┏━━
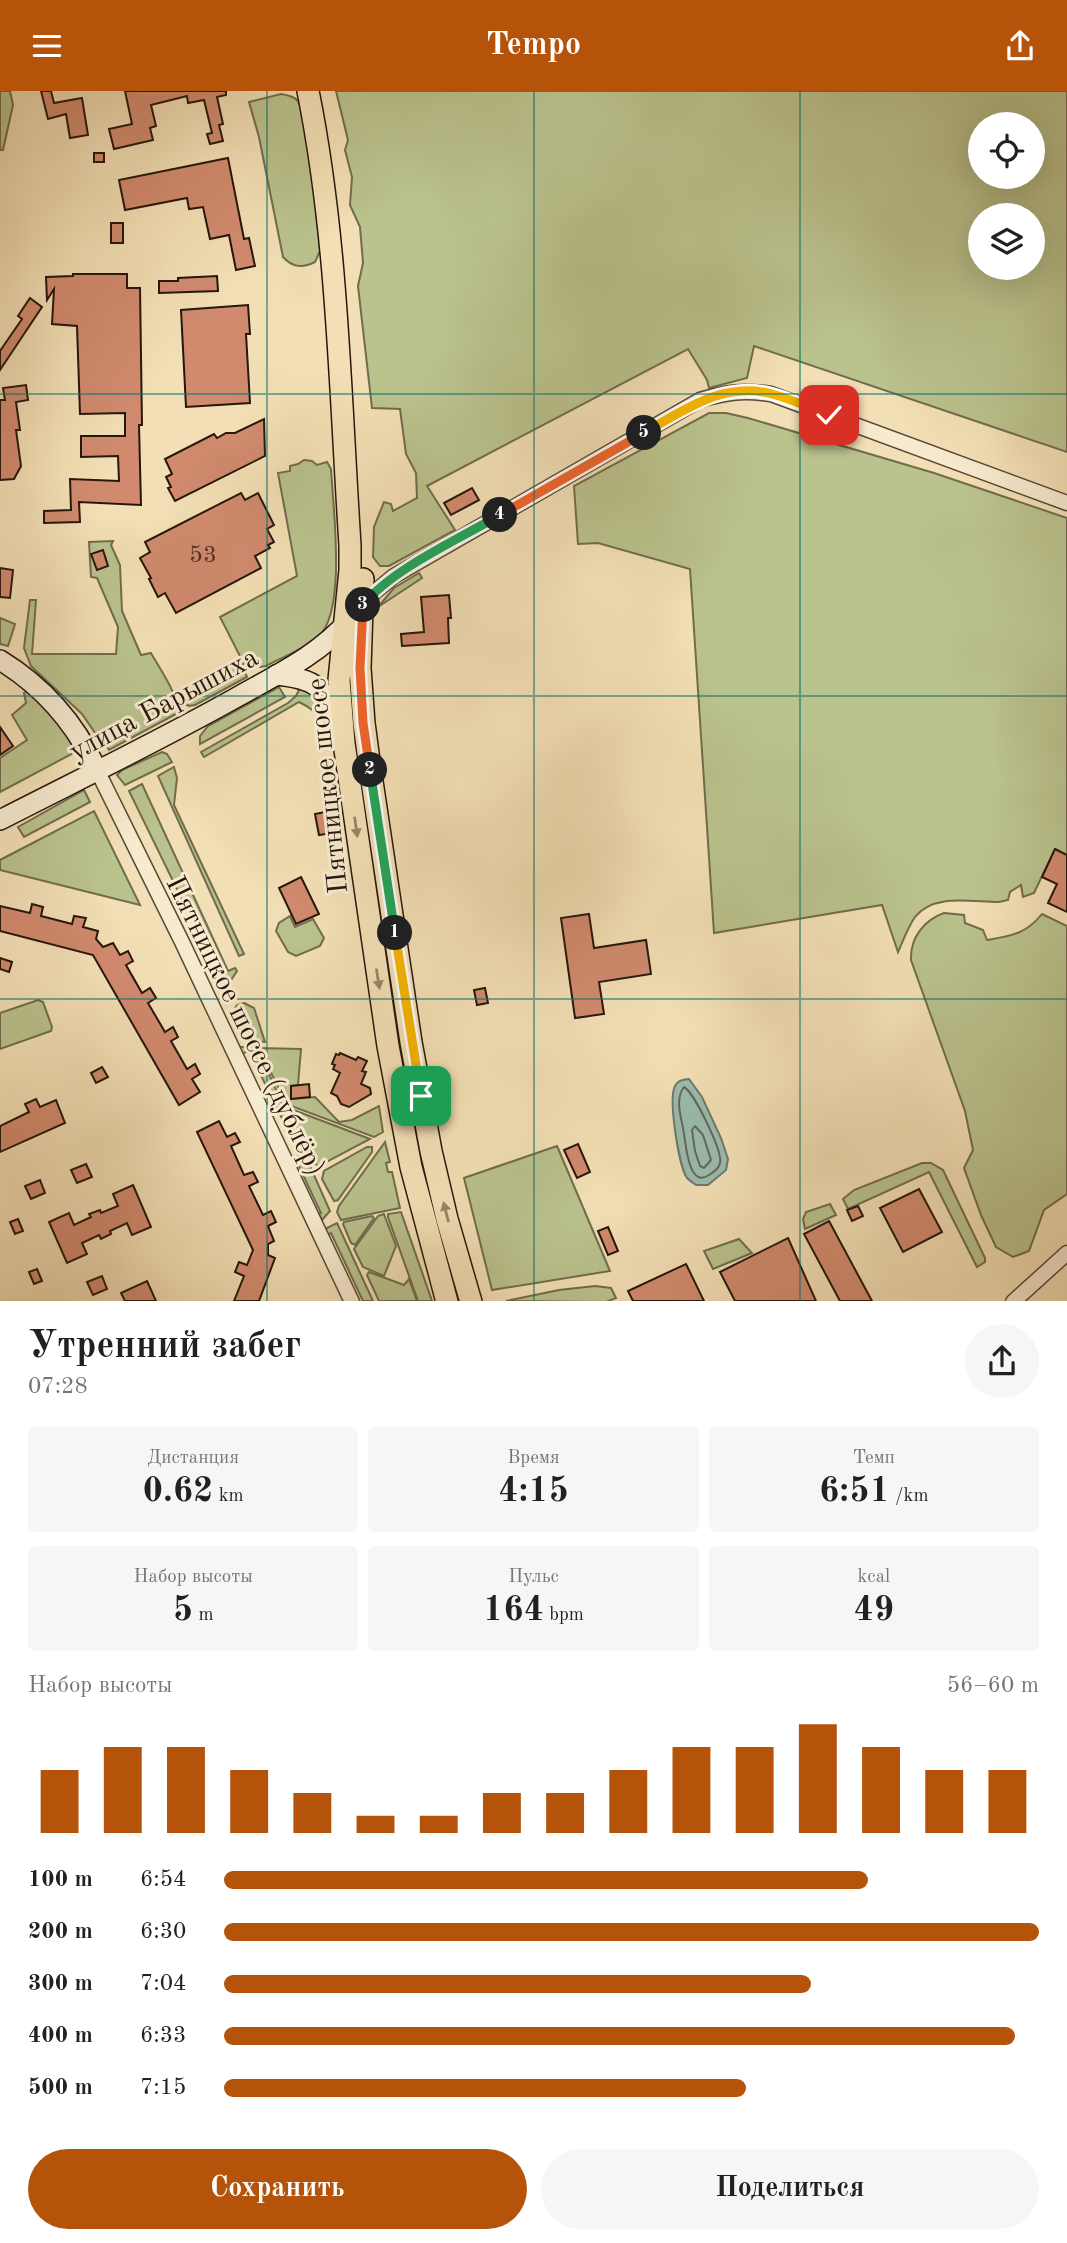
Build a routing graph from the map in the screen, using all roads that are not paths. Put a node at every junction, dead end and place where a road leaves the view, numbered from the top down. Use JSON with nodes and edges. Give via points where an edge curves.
{"nodes":[{"id":1,"x":308,"y":91,"type":"edge"},
{"id":2,"x":320,"y":91,"type":"edge"},
{"id":3,"x":1067,"y":503,"type":"edge"},
{"id":4,"x":362,"y":606,"type":"junction"},
{"id":5,"x":339,"y":636,"type":"junction"},
{"id":6,"x":0,"y":660,"type":"edge"},
{"id":7,"x":360,"y":668,"type":"junction"},
{"id":8,"x":276,"y":675,"type":"junction"},
{"id":9,"x":344,"y":743,"type":"junction"},
{"id":10,"x":97,"y":770,"type":"junction"},
{"id":11,"x":0,"y":820,"type":"edge"},
{"id":12,"x":455,"y":1247,"type":"junction"},
{"id":13,"x":1067,"y":1253,"type":"edge"},
{"id":14,"x":352,"y":1301,"type":"edge"},
{"id":15,"x":447,"y":1301,"type":"edge"},
{"id":16,"x":471,"y":1301,"type":"edge"},
{"id":17,"x":481,"y":1301,"type":"edge"},
{"id":18,"x":1013,"y":1301,"type":"edge"}],
"edges":[{"from":1,"to":5,"type":"main road","name":"Пятницкое шоссе","via":[[326,212],[350,545]]},
{"from":2,"to":4,"type":"main road","name":"Пятницкое шоссе","via":[[344,281]]},
{"from":3,"to":4,"type":"street","via":[[771,394],[726,392],[700,400],[405,570]]},
{"from":4,"to":5,"type":"main road","name":"улица Барышиха"},
{"from":4,"to":7,"type":"main road","name":"Пятницкое шоссе"},
{"from":5,"to":7,"type":"main road","via":[[353,647]]},
{"from":5,"to":8,"type":"main road","name":"улица Барышиха"},
{"from":5,"to":9,"type":"main road","name":"Пятницкое шоссе"},
{"from":6,"to":10,"type":"main road","via":[[66,717]]},
{"from":12,"to":7,"type":"main road","name":"Пятницкое шоссе","one_way":true,"via":[[411,1042],[363,723]]},
{"from":8,"to":9,"type":"main road","via":[[304,679],[321,690]]},
{"from":8,"to":10,"type":"main road","name":"улица Барышиха"},
{"from":9,"to":15,"type":"main road","name":"Пятницкое шоссе","one_way":true,"via":[[388,1046],[411,1167]]},
{"from":10,"to":11,"type":"main road","name":"улица Барышиха"},
{"from":10,"to":14,"type":"street","name":"Пятницкое шоссе (дублёр)"},
{"from":12,"to":16,"type":"main road","name":"Пятницкое шоссе"},
{"from":12,"to":17,"type":"street"},
{"from":13,"to":18,"type":"street"}]}
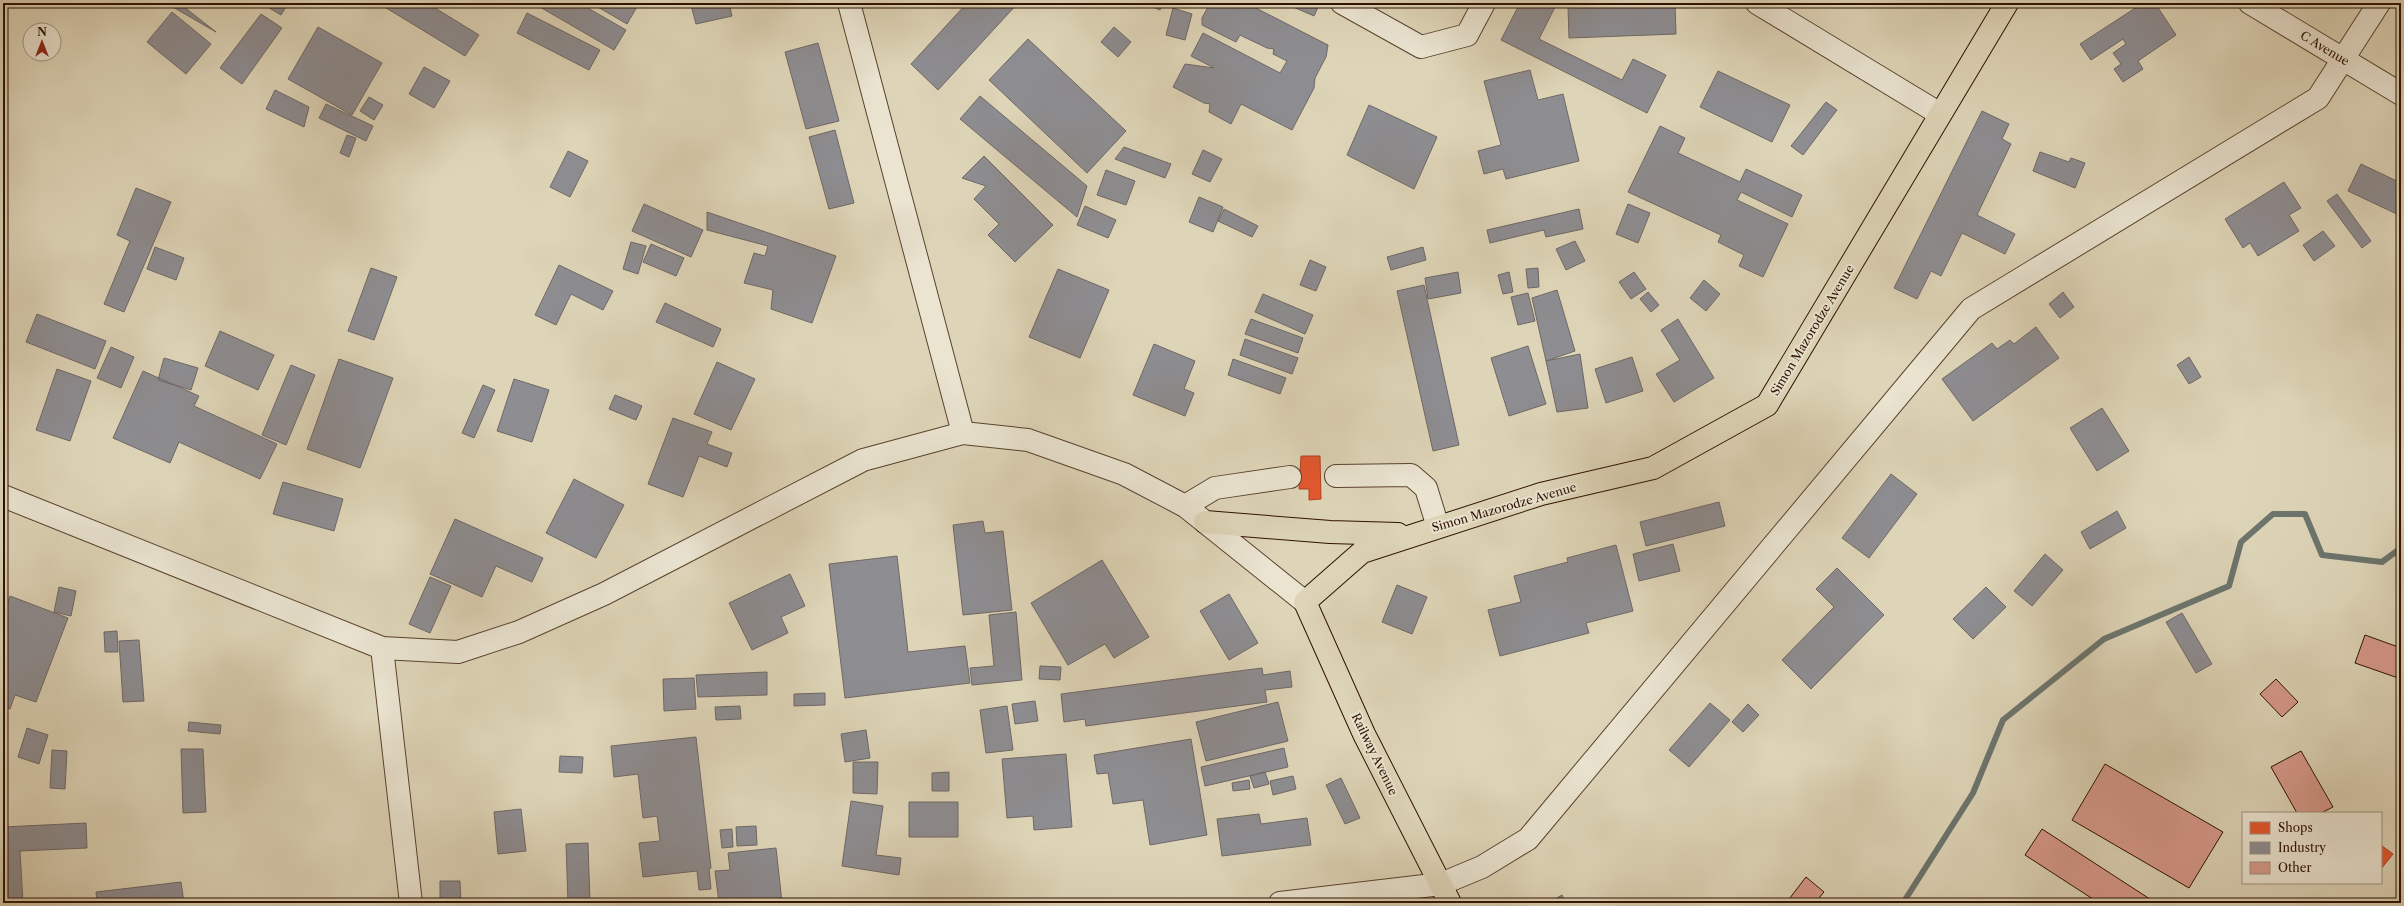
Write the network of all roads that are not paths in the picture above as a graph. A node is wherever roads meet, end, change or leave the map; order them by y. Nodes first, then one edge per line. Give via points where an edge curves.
1 (848, 3) edge
2 (1342, 3) edge
3 (1484, 3) edge
4 (1757, 3) edge
5 (2007, 3) edge
6 (2250, 3) edge
7 (2379, 3) edge
8 (2342, 59) junction
9 (2401, 94) edge
10 (1940, 114) junction
11 (963, 433) junction
12 (1336, 476) dead end
13 (1290, 477) dead end
14 (3, 496) edge
15 (1185, 506) junction
16 (1205, 522) junction
17 (1438, 527) junction
18 (1412, 534) junction
19 (1305, 602) junction
20 (382, 648) junction
21 (1441, 884) junction
22 (411, 903) edge
23 (1280, 903) edge
24 (1450, 903) edge

1 - 11 street
2 - 3 street via 1421,47 1467,35
4 - 10 street
5 - 10 main road, Simon Mazorodze Avenue
6 - 8 street, C Avenue
7 - 8 street
8 - 9 street, C Avenue
8 - 21 street via 2318,98 1971,309 1528,839 1482,867
10 - 17 main road, Simon Mazorodze Avenue via 1767,405 1653,468 1541,494
11 - 15 street via 1028,440 1124,474
11 - 20 street via 863,460 604,594 518,632 458,652
12 - 17 street via 1411,476 1426,488
13 - 15 street via 1215,488
14 - 20 street
15 - 16 street
16 - 18 main road via 1330,532
16 - 19 street
17 - 18 main road, Simon Mazorodze Avenue
18 - 19 main road, Simon Mazorodze Avenue via 1362,552
19 - 21 main road, Railway Avenue via 1364,734
20 - 22 street
21 - 23 street
21 - 24 main road, Railway Avenue

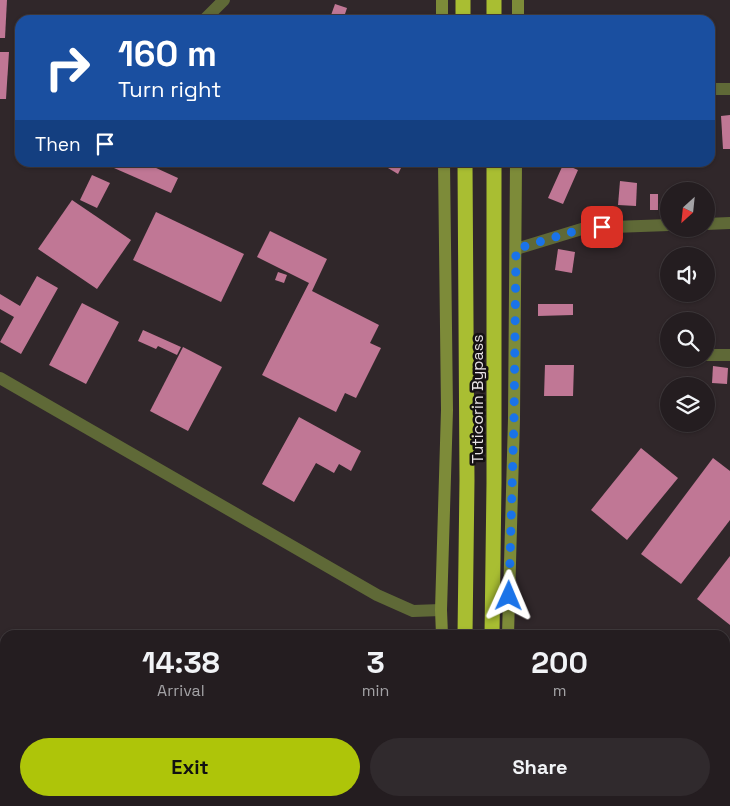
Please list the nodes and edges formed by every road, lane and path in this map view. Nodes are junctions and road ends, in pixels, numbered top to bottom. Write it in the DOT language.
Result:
graph roads {
  1 [pos="224,0"];
  2 [pos="442,0"];
  3 [pos="463,0"];
  4 [pos="494,0"];
  5 [pos="518,0"];
  6 [pos="209,15"];
  7 [pos="442,15"];
  8 [pos="464,15"];
  9 [pos="494,15"];
  10 [pos="518,15"];
  11 [pos="715,89"];
  12 [pos="730,89"];
  13 [pos="444,167"];
  14 [pos="464,167"];
  15 [pos="494,167"];
  16 [pos="516,167"];
  17 [pos="730,223"];
  18 [pos="715,224"];
  19 [pos="660,225"];
  20 [pos="516,249"];
  21 [pos="730,355"];
  22 [pos="715,356"];
  23 [pos="0,378"];
  24 [pos="441,610"];
  25 [pos="442,630"];
  26 [pos="466,630"];
  27 [pos="492,630"];
  28 [pos="508,630"];
  1 -- 6 [label="street"];
  2 -- 7 [label="street"];
  3 -- 8 [label="highway"];
  4 -- 9 [label="highway"];
  5 -- 10 [label="street"];
  11 -- 12 [label="street"];
  13 -- 24 [label="street"];
  14 -- 26 [label="highway, Tuticorin Bypass"];
  15 -- 27 [label="highway, Tuticorin Bypass"];
  16 -- 20 [label="street"];
  17 -- 18 [label="street"];
  19 -- 20 [label="street"];
  20 -- 28 [label="street"];
  21 -- 22 [label="street"];
  23 -- 24 [label="street"];
  24 -- 25 [label="street"];
}
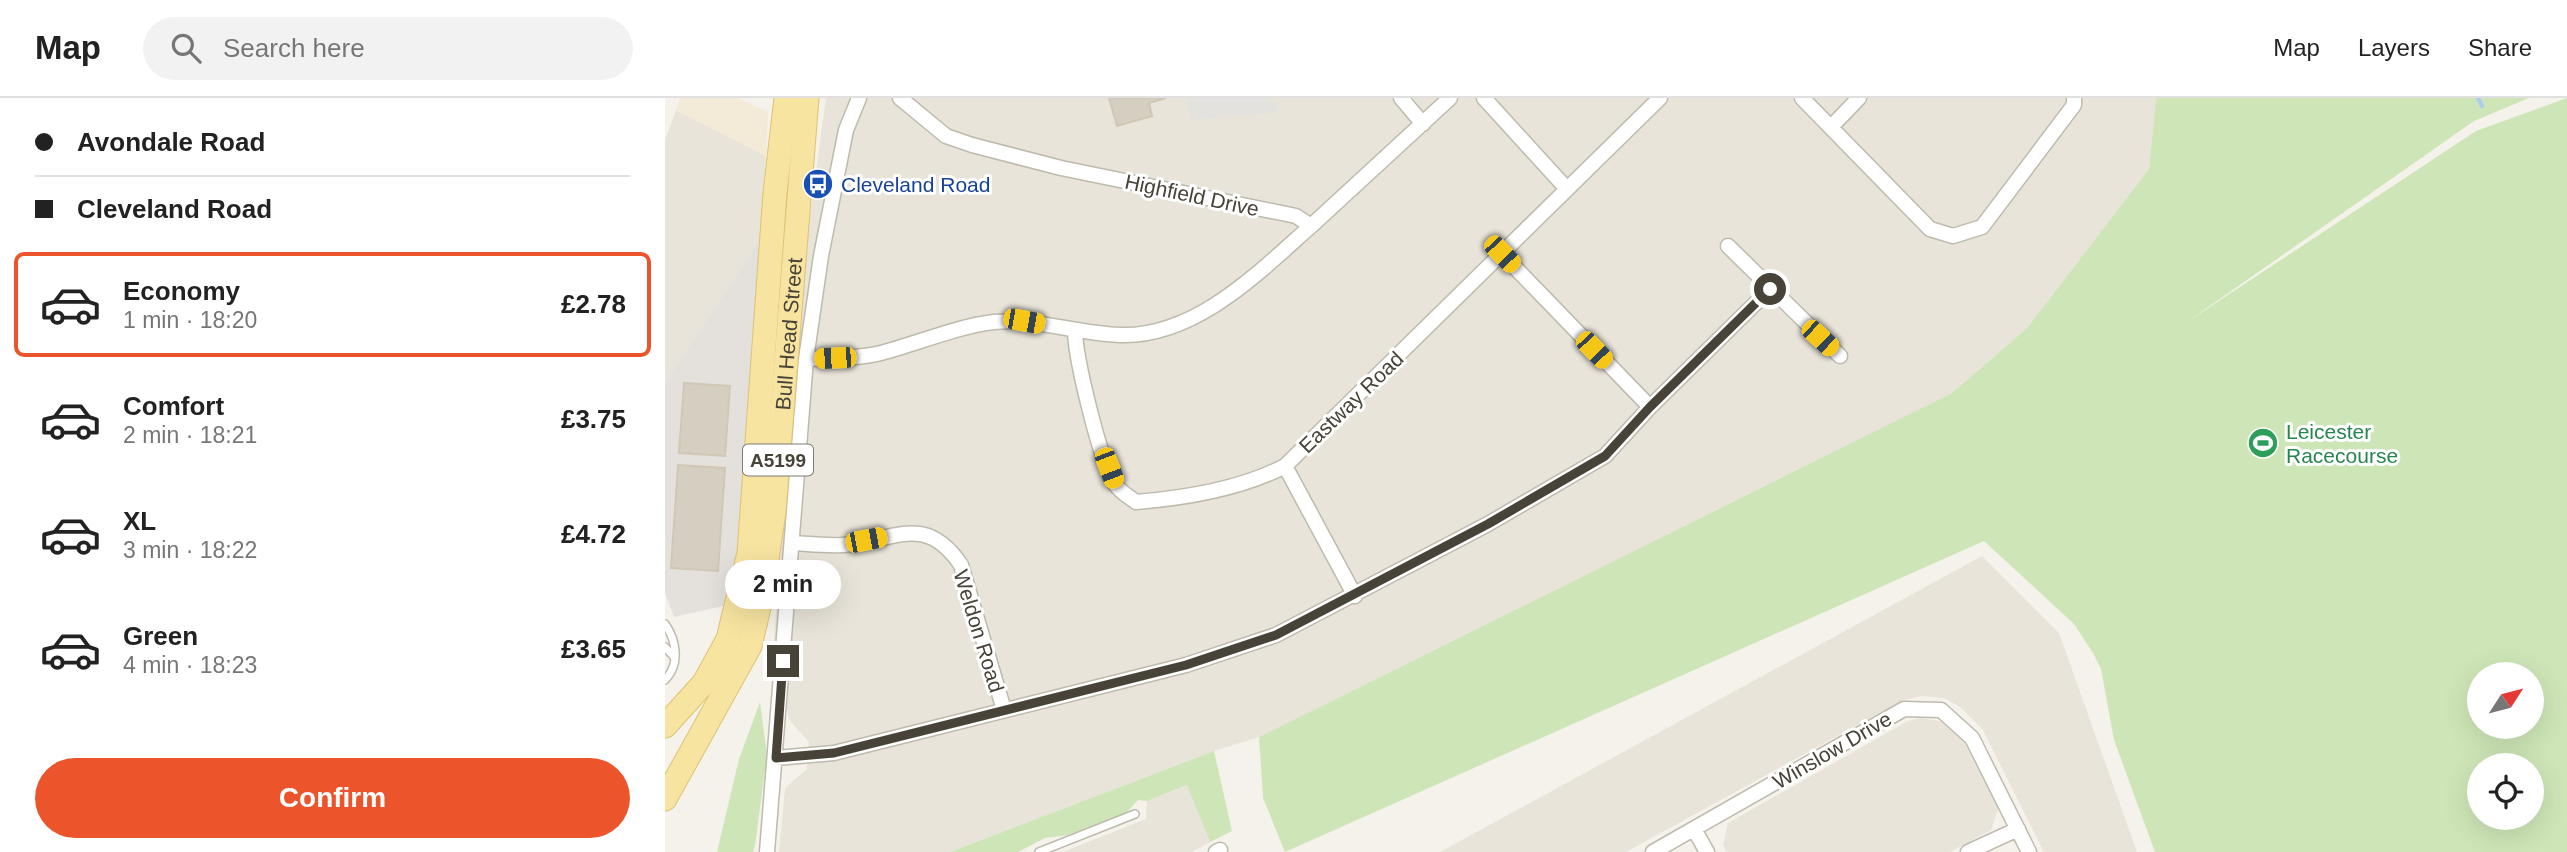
┗━━
WHAT TO PRODUCE – In the listing, find every line containing the word "view" and list it.

WRITTEN SOLUTION –
Build a routing graph from the map in the screen, using all roads that are not paths. Put a node at every junction, dead end and place where a road leaves the view, numbered from the top down. Use JSON with nodes and edges. Give via points where an edge curves.
Please list the nodes and edges formed by every road, lane and path in this map view. Nodes are junctions and road ends, in pixels, numbered top to bottom. Write it in the DOT language.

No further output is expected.